When user provides credentials (accept any format):
-
API_URL=https://xxx.aistudio-app.com/ocr, TOKEN=abc123...
-
Here's my API: https://xxx and token: abc123
-
Copy-pasted code format
-
Any other reasonable format
Parse credentials from user's message:
-
Extract API_URL value (look for URLs with aistudio-app.com or similar)
-
Extract TOKEN value (long alphanumeric string, usually 40+ chars)
Configure automatically:
python scripts/ppocrv5/configure.py --api-url "PARSED_URL" --token "PARSED_TOKEN"
If configuration succeeds:
-
Inform user: "Configuration complete! Running OCR now..."
-
Retry the original OCR task
If configuration fails:
-
Show the error
-
Ask user to verify the credentials
IMPORTANT: The error message format is STRICT and must be shown exactly as provided by the script. Do not modify or paraphrase it.
Authentication failed (403):
error_code: PROVIDER_AUTH_ERROR
→ Token is invalid, reconfigure with correct credentials
Quota exceeded (429):
error_code: PROVIDER_QUOTA_EXCEEDED
→ Daily API quota exhausted, inform user to wait or upgrade
No text detected:
quality_score: 0.0, text_items: 0
→ Image may be blank, corrupted, or contain no text
Quality Interpretation
When presenting results to users, consider the quality score:
Quality Score Explanation to User
0.90 - 1.00 Excellent recognition quality
0.72 - 0.89 Good recognition quality (default target)

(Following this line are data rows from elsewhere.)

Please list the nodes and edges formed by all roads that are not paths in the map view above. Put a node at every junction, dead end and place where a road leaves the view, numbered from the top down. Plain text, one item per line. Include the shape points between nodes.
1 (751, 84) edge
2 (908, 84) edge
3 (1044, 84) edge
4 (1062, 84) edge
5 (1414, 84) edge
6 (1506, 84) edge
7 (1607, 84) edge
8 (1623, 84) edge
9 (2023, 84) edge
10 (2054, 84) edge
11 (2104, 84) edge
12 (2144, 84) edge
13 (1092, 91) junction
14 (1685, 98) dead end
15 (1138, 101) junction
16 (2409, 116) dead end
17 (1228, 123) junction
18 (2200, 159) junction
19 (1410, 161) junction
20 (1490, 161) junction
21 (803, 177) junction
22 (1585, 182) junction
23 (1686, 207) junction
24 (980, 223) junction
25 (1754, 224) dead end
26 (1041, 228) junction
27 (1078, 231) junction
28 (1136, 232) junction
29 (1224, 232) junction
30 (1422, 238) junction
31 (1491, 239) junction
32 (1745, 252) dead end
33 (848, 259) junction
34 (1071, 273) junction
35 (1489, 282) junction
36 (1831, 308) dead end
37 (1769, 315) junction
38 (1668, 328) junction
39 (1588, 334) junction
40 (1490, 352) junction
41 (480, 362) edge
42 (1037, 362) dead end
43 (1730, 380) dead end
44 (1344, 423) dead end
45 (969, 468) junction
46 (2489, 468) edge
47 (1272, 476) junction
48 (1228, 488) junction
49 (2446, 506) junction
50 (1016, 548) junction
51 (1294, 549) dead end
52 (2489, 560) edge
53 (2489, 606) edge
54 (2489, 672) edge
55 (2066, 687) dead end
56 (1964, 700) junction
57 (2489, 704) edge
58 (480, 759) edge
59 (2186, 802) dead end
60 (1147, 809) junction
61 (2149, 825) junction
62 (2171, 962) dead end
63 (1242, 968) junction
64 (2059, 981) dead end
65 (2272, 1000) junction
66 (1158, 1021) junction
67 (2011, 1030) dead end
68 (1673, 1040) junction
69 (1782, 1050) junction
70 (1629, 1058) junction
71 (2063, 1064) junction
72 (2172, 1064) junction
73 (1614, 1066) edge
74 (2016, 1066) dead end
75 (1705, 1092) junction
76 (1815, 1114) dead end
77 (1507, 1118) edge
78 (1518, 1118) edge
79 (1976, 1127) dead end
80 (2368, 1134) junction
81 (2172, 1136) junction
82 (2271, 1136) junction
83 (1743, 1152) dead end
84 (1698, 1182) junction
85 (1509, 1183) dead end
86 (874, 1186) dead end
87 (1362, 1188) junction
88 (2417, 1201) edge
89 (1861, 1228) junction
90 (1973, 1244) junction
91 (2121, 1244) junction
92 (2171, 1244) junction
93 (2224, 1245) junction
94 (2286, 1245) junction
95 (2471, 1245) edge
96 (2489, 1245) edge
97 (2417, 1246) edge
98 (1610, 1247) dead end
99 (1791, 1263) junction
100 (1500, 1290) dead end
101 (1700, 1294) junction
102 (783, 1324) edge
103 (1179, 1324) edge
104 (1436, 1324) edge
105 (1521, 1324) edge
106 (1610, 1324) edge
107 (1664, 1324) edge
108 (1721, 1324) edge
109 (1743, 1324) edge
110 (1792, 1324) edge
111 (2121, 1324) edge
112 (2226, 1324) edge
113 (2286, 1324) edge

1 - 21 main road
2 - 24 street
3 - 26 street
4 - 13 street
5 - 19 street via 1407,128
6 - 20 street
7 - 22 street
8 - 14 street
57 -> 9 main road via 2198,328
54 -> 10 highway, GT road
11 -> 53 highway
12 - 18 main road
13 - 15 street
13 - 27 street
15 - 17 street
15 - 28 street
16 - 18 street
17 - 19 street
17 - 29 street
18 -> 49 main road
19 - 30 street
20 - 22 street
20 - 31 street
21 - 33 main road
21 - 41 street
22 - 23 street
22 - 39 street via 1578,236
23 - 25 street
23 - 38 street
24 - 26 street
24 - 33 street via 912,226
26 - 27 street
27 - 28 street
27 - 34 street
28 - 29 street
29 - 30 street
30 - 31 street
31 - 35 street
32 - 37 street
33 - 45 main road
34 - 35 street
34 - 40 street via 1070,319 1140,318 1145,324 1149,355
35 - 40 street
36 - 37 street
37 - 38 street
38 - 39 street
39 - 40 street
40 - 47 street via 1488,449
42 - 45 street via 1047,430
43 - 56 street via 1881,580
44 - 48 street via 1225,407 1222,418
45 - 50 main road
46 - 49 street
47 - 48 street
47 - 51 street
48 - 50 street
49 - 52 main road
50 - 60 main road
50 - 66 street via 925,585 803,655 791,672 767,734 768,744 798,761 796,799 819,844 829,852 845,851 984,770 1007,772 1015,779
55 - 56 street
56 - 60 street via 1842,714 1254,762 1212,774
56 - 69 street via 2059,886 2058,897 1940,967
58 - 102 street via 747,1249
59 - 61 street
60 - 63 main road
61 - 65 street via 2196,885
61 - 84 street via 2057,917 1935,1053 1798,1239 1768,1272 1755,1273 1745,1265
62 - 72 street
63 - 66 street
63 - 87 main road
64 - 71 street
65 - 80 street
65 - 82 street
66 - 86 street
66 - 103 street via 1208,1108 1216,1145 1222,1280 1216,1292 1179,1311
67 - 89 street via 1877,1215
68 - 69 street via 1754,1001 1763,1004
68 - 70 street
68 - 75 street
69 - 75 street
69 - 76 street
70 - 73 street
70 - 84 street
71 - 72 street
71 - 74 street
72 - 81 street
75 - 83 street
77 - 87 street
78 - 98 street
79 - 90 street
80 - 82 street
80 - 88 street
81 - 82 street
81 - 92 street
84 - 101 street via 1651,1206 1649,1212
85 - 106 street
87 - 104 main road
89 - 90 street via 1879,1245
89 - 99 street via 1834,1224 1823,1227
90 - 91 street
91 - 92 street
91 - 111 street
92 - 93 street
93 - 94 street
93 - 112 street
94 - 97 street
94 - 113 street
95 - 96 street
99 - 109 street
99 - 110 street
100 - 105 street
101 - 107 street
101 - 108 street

0.50 - 0.71 Fair recognition quality, may have some errors
0.00 - 0.49 Poor recognition quality or no text detected
If quality is below 0.5, mention to the user and suggest:
-
Try using --mode quality for better accuracy
-
Check if the image is clear and contains text
-
Provide a higher resolution image if possible
Advanced Options
Use only when explicitly requested by the user:
Include raw provider response (for debugging):
python scripts/ppocrv5/ocr_caller.py --file-url "URL" --return-raw-provider
Request visualization (show detection regions):
python scripts/ppocrv5/ocr_caller.py --file-url "URL" --visualize
Adjust auto mode parameters:
python scripts/ppocrv5/ocr_caller.py --file-url "URL"
--max-attempts 2
--quality-target 0.80
--budget-ms 20000
Reference Documentation
For in-depth understanding of the OCR system, refer to:
-
references/ppocrv5/agent_policy.md
-
Auto mode strategy and quality scoring
-
references/ppocrv5/normalized_schema.md
-
Complete output schema specification
-
references/ppocrv5/provider_api.md
-
Provider API contract details
Load these reference documents into context when:
-
Debugging complex issues
-
User asks about quality scoring algorithm
-
Need to understand adaptive retry mechanism
-
Customizing auto mode parameters
Testing the Skill
To verify the skill is working properly:
python scripts/ppocrv5/smoke_test.py
This tests configuration and API connectivity.